## WHAT IS EXPECTED
The answer must be every line of the records in which the string "canvas" appears.

----

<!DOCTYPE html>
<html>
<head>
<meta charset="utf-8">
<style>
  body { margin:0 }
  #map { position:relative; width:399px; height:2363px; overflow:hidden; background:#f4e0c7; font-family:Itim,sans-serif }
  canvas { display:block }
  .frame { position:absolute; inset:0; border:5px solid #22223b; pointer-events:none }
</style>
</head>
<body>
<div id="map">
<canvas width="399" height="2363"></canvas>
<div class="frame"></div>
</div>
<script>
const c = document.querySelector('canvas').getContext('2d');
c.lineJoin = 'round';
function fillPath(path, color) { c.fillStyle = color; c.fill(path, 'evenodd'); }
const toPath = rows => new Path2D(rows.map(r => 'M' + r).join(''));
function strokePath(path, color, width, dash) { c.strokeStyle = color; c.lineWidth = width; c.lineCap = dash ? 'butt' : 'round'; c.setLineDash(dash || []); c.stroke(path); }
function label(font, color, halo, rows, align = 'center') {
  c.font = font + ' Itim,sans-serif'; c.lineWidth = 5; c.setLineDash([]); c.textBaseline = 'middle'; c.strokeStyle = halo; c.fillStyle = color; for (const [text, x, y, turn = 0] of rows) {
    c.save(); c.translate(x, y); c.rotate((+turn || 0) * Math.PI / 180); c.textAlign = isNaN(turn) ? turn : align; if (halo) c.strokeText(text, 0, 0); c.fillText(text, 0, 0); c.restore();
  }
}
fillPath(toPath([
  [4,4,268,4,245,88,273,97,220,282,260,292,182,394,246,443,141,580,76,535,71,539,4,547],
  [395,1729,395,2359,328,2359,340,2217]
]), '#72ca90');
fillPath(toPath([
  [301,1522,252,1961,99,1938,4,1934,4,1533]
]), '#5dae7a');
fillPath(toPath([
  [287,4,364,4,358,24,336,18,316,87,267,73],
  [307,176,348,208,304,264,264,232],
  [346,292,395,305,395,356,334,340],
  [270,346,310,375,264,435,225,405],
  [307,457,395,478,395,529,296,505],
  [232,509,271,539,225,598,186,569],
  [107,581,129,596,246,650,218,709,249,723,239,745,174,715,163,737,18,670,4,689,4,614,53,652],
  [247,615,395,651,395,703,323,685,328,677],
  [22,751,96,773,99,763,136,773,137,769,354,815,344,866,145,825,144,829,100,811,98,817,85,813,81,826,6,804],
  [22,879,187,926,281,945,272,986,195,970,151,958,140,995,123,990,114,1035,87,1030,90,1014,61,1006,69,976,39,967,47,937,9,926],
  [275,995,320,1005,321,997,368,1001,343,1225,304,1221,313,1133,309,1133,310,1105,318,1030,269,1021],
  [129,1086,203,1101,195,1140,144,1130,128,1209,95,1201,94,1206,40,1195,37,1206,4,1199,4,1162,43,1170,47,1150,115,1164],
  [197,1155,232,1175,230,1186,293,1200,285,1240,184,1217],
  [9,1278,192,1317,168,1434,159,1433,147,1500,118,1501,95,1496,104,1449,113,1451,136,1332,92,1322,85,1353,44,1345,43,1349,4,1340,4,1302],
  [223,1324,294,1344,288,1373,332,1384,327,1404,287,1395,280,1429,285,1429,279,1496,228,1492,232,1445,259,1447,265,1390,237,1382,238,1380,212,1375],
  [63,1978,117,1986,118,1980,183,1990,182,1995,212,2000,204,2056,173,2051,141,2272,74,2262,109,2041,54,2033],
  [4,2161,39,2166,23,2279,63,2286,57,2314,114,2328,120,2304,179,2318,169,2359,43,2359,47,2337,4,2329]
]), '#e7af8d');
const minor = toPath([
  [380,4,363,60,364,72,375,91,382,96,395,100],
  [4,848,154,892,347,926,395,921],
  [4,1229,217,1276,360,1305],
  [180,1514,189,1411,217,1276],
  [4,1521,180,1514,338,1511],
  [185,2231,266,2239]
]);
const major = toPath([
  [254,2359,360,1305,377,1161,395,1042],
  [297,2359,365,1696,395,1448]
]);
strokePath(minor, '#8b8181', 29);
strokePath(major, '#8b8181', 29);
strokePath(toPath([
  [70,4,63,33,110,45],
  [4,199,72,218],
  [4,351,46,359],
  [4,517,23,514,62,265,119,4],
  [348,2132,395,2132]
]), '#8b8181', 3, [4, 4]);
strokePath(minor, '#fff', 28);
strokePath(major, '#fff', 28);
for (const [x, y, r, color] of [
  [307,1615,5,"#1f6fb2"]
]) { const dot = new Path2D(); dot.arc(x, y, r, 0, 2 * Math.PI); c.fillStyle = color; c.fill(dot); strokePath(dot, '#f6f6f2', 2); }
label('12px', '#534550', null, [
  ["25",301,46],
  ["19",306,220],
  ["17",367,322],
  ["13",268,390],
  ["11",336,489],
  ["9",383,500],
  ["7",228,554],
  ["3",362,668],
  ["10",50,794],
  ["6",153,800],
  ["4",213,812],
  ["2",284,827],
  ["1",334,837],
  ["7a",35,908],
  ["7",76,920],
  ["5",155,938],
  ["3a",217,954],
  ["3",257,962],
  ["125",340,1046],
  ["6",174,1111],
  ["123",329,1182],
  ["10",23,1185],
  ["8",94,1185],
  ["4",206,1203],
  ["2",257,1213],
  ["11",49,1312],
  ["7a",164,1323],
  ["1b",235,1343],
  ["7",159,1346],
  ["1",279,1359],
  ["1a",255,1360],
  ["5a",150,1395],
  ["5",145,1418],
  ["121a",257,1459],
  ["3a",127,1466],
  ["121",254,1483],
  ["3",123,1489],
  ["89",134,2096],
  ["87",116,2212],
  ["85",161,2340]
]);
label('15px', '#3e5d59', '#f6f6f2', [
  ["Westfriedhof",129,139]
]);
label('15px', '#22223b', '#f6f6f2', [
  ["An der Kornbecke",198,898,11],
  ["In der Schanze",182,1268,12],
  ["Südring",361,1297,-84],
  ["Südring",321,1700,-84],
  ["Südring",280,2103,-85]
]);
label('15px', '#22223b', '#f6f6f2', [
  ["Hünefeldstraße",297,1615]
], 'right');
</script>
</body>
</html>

----

## ANSWER BELOW
  canvas { display:block }
<canvas width="399" height="2363"></canvas>
const c = document.querySelector('canvas').getContext('2d');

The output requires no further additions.